Pacific Dairies (ASX:PDF) has been in trading suspension for more than two-and-a-half years amid continued promises that it would move away from meat production and become a dairy farmer.

But it has struggled for funding, with its “prime focus of the company” having been to find someone who wants to finance its bid to buy five dairy farms in the fertile Riverina.

But at 4pm on Tuesday the company announced a new strategy to create a regional integrated dairy group across Australia, New Zealand and Fiji.

That’s based on two new deals, one in which Pacific invests $5 million in a Fijian joint venture, the other a merger, via a cash investment and share swap, with New Zealand Dairy Products.

Paul Duckett, Pacific’s chairman, was buoyant, though cautious, pointing out due diligence had yet to take place.
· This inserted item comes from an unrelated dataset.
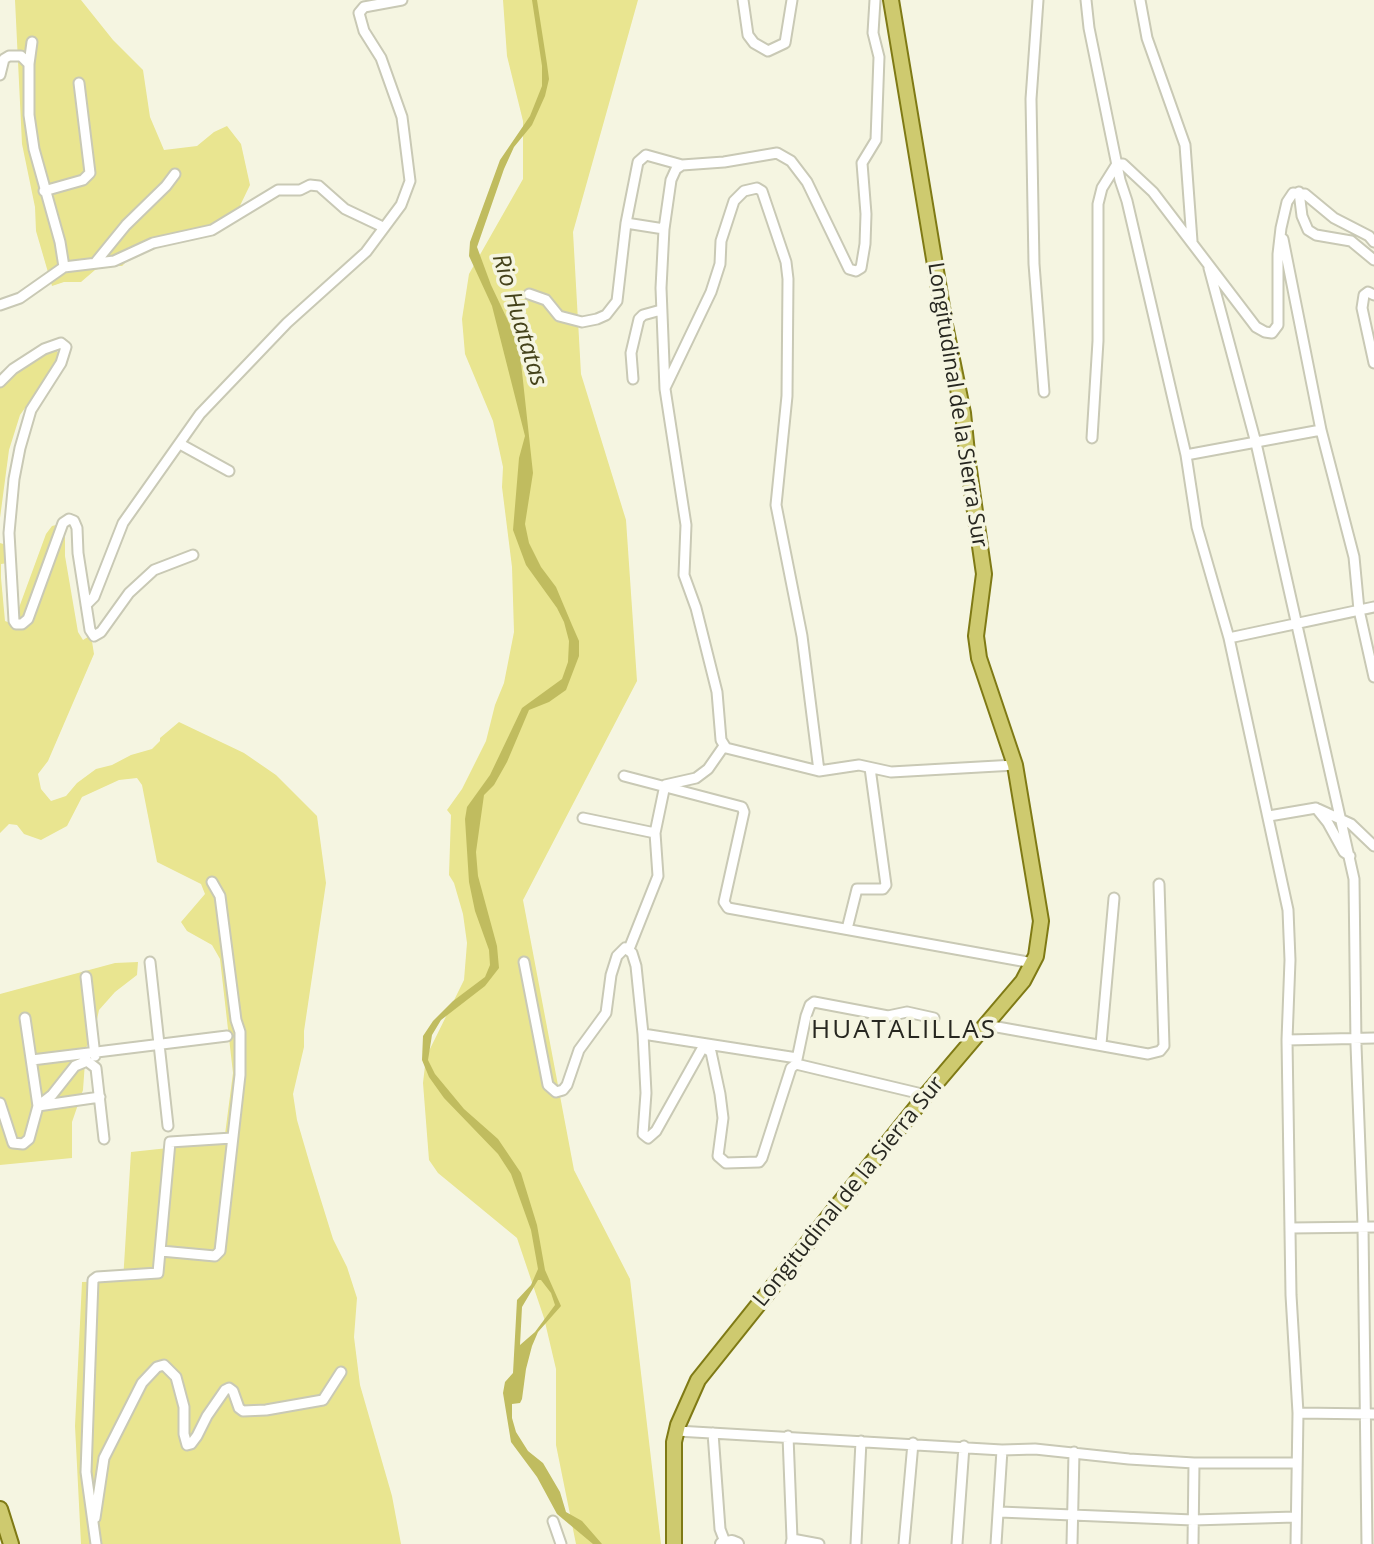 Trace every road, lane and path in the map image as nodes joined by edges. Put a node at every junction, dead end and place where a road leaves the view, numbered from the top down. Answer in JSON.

“These transactions taken together will position the company with farm operations and processing of cow, sheep and goat’s milk and downstream dairy products and deliver significant intellectual property covering value-added products that include fresh and long-life milk, flavoured milk drinks and yoghurt, cheese and ghee,” he said.

“The transactions are all subject to ongoing due diligence that is to be to the mutual satisfaction of the counterparties.”

Where’s the money?

And as for that pesky funding issue, PDF said it has appointed BlueMount Capital as financial advisors with the hope that the company will resume listing on the ASX next year.

“PDF and its advisors will work together to appoint a broker to the IPO to work with BlueMount Capital,” it said. “The company will be looking to raise a minimum of $20m with the re-listing. The financing may be a mixture of equity, debt and structured finance.”

And if that is not quite enough to entice investors new and old, Pacific said it is “actively looking for other dairy companies to include in its aggregation plans as part of a broader regional strategy that may include established Asian dairy companies”.

Dairy farm all dried up

Pacific Dairies previously blamed “negative press articles”, the Murray Goulburn “debacle” hurting investor sentiment, and lower farm gate milk prices for its failure to find that money so far.

In the 2018 financial report, Pacific Dairy said “thankfully the underlying value of our project has held up and we are hopeful to complete the debt funding during the first half of the 2018/2019 year”.

That was almost word for word what the company said in its only market update in November last year — except then it was predicting to have that debt funding wrapped up by the end of March.